We must have been in the crying section, because we were surrounded by little toddlers and infants who were crying, complaining and fidgeting.  I could have easily been irked by the distractions, as I often am.  But instead, I began to enjoy the company of the families in sharing the Mysteries of Mass.  There was a beautiful baby girl a few pews ahead of us.  Probably three months hold.  As I watched her Mom holding her closely, cheeks brushing closely, I fell into a time warp and found myself holding each of my four beautiful kids, each in turn three months old, cheek-to-cheek, each drooling, grasping, cooing in their own unique ways.  It was a brief reprieve, and I quickly snapped out of the reverie.

Later, the baby was placed in her car seat in the pew.  I could not see her, but I still watched her Dad, caught up in the spell of his doting smile.  I never understood the verb, “adore”, until my oldest was born.  But once she was born, and with each new child, I found myself in awe of the word.  Adoration.

All this because my sore back.  Thank you, God, for my sore back!

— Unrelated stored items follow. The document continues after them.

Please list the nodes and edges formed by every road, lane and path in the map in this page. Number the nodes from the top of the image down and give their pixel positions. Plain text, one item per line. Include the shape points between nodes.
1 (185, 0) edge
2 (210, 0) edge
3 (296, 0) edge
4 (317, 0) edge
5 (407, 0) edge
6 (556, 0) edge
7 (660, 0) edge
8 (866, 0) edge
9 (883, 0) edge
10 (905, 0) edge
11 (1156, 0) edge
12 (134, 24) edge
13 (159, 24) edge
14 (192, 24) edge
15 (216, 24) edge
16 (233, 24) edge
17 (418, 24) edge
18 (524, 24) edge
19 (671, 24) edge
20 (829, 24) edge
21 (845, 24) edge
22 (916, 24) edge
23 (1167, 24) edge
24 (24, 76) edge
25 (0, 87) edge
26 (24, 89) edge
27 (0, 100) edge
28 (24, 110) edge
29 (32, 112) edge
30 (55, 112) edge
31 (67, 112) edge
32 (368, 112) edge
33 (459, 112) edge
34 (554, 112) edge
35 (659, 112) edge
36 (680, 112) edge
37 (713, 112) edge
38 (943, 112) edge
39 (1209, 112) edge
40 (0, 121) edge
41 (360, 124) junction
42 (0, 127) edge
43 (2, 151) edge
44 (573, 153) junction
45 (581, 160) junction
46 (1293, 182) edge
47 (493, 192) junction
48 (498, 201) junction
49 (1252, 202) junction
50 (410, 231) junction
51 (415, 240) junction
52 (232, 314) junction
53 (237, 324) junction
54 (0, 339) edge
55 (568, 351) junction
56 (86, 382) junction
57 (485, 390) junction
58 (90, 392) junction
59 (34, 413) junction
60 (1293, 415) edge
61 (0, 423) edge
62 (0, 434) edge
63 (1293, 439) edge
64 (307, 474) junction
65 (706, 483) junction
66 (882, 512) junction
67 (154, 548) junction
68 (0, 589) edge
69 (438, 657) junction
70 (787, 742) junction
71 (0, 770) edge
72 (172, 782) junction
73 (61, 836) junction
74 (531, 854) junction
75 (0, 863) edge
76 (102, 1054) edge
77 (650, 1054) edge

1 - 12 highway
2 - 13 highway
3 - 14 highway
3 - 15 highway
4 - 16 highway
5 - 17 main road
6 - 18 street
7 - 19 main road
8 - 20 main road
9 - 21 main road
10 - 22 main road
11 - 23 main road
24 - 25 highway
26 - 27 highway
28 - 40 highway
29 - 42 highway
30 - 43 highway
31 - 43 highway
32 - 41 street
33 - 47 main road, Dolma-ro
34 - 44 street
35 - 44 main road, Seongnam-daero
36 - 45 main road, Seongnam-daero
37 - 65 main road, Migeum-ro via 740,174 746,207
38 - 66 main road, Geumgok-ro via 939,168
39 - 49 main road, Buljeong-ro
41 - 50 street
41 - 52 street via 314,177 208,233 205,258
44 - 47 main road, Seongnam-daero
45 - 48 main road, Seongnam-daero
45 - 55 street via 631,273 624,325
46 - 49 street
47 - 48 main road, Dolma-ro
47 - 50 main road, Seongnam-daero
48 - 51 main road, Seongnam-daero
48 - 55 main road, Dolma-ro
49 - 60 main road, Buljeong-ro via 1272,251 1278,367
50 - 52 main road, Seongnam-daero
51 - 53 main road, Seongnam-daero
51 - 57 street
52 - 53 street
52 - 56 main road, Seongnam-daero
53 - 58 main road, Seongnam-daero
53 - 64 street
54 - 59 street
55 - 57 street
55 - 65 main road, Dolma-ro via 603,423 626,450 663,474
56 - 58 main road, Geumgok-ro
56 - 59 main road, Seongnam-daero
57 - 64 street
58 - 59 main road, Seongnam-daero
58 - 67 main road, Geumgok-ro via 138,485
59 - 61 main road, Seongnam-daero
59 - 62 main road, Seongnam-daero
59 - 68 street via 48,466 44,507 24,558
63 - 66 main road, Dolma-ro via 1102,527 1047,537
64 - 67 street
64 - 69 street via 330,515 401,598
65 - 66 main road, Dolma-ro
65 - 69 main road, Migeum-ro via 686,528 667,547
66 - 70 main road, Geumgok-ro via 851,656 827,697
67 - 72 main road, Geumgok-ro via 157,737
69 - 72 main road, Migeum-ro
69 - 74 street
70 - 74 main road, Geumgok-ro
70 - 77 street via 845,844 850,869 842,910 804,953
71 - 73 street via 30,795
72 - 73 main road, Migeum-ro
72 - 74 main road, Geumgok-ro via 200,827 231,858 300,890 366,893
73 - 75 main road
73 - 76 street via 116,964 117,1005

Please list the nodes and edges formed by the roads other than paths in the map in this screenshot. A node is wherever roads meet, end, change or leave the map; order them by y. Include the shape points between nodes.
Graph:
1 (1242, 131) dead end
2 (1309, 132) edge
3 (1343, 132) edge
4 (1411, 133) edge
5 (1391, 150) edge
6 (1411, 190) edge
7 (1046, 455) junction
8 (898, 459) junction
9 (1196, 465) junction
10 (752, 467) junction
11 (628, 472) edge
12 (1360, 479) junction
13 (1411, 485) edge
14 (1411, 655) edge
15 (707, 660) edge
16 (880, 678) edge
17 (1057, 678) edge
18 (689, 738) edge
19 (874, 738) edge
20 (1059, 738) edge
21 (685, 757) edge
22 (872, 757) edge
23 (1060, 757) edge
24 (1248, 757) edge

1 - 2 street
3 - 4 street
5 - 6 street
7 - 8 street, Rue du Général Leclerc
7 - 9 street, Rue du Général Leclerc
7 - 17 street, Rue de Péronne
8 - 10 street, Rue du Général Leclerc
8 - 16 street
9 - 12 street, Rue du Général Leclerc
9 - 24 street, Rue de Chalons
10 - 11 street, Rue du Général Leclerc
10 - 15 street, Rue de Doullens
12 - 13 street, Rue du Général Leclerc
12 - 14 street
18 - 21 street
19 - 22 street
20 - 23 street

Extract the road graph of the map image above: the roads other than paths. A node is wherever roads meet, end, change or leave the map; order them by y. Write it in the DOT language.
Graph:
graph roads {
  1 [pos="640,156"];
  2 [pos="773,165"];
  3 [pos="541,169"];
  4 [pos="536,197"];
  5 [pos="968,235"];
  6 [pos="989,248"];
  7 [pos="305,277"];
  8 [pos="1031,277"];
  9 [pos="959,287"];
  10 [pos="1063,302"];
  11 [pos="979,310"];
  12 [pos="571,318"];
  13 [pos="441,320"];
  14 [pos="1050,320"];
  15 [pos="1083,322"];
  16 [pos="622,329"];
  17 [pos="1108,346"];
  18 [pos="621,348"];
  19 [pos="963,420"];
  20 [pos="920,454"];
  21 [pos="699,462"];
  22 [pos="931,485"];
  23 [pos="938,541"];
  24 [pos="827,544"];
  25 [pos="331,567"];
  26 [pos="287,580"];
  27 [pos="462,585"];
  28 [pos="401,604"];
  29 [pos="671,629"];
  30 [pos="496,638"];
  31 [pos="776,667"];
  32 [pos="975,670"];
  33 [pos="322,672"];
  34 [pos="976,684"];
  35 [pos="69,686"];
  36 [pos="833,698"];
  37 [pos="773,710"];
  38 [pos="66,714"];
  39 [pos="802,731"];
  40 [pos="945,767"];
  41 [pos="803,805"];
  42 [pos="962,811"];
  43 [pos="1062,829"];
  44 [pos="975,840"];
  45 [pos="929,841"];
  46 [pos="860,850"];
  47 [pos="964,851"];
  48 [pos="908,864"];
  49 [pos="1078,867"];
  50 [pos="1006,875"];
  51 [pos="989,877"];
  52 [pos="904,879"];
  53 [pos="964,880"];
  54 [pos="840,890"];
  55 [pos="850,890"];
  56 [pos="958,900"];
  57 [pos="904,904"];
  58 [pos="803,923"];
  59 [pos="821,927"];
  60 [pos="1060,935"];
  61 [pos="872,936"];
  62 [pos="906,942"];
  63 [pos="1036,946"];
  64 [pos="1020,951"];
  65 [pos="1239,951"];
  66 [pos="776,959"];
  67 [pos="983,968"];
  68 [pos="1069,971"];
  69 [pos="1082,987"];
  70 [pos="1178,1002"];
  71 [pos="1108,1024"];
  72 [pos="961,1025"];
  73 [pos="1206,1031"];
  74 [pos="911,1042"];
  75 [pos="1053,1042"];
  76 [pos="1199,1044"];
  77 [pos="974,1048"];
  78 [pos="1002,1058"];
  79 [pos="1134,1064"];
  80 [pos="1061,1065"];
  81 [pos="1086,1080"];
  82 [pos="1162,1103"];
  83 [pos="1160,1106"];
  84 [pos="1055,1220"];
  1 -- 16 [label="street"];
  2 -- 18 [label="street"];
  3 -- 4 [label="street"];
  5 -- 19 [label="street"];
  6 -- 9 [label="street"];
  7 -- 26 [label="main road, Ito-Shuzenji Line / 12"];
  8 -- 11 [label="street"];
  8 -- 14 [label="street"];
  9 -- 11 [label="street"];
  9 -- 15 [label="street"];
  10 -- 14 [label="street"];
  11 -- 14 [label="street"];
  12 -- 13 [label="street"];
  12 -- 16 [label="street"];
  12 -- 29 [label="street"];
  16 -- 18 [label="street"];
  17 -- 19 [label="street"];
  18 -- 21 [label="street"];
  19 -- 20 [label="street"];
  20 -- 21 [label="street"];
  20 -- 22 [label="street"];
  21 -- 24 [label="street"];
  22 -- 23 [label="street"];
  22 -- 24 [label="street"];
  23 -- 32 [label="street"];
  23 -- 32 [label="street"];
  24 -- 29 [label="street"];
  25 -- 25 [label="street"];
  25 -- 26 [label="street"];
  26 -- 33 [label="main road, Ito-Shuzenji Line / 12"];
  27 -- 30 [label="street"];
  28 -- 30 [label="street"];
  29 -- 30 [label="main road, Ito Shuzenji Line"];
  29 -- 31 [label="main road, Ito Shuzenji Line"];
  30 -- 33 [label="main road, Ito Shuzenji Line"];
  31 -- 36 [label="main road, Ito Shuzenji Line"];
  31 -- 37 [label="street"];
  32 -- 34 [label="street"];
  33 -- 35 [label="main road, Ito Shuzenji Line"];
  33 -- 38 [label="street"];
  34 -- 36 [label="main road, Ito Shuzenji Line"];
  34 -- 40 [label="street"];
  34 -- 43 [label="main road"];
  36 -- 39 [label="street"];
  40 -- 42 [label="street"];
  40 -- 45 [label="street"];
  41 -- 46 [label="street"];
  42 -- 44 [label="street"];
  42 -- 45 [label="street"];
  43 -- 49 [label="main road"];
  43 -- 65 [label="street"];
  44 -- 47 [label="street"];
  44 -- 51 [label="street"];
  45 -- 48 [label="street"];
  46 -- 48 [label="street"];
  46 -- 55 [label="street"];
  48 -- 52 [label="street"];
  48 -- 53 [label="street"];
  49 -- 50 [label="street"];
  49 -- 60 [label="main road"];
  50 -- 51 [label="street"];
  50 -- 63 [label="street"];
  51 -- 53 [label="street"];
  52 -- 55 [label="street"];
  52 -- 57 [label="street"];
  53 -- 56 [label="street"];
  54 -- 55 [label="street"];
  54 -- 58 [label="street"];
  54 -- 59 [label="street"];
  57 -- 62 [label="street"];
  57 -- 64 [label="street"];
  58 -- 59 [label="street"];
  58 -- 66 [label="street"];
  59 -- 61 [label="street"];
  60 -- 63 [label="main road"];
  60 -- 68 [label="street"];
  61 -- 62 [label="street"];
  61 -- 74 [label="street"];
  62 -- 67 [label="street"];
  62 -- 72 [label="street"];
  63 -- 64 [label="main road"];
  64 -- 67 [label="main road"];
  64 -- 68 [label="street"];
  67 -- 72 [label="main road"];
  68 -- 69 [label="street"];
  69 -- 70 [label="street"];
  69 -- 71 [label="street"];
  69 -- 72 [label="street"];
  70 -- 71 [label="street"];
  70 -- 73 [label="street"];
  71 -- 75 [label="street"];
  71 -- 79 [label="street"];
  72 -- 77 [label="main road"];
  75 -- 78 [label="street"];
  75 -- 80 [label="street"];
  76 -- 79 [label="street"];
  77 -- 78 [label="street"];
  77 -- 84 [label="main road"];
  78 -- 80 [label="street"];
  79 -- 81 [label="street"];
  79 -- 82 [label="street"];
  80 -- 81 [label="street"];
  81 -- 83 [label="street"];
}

Rejoice in the Lord always

His Holiness, in describing the Magi who followed the Star, speaks of their motivation:  “But none of this would have prompted people to set off on a journey, unless they were people of inner unrest, people of hope, people on the lookout for the true star of salvation.”

I was first taken aback by the juxtaposition of phrases.  “People of inner unrest” and “people of hope.”  Inner unrest = hope?!  How is that?

So I started reflecting on hope.  Hope is forward looking, anticipating what may be, seeking . . . improvements?  Salvation?  It sustains us in unsettled states.  It brings calm to . . . our inner unrest?

May the Star of the Magi bring hope to your inner unrest.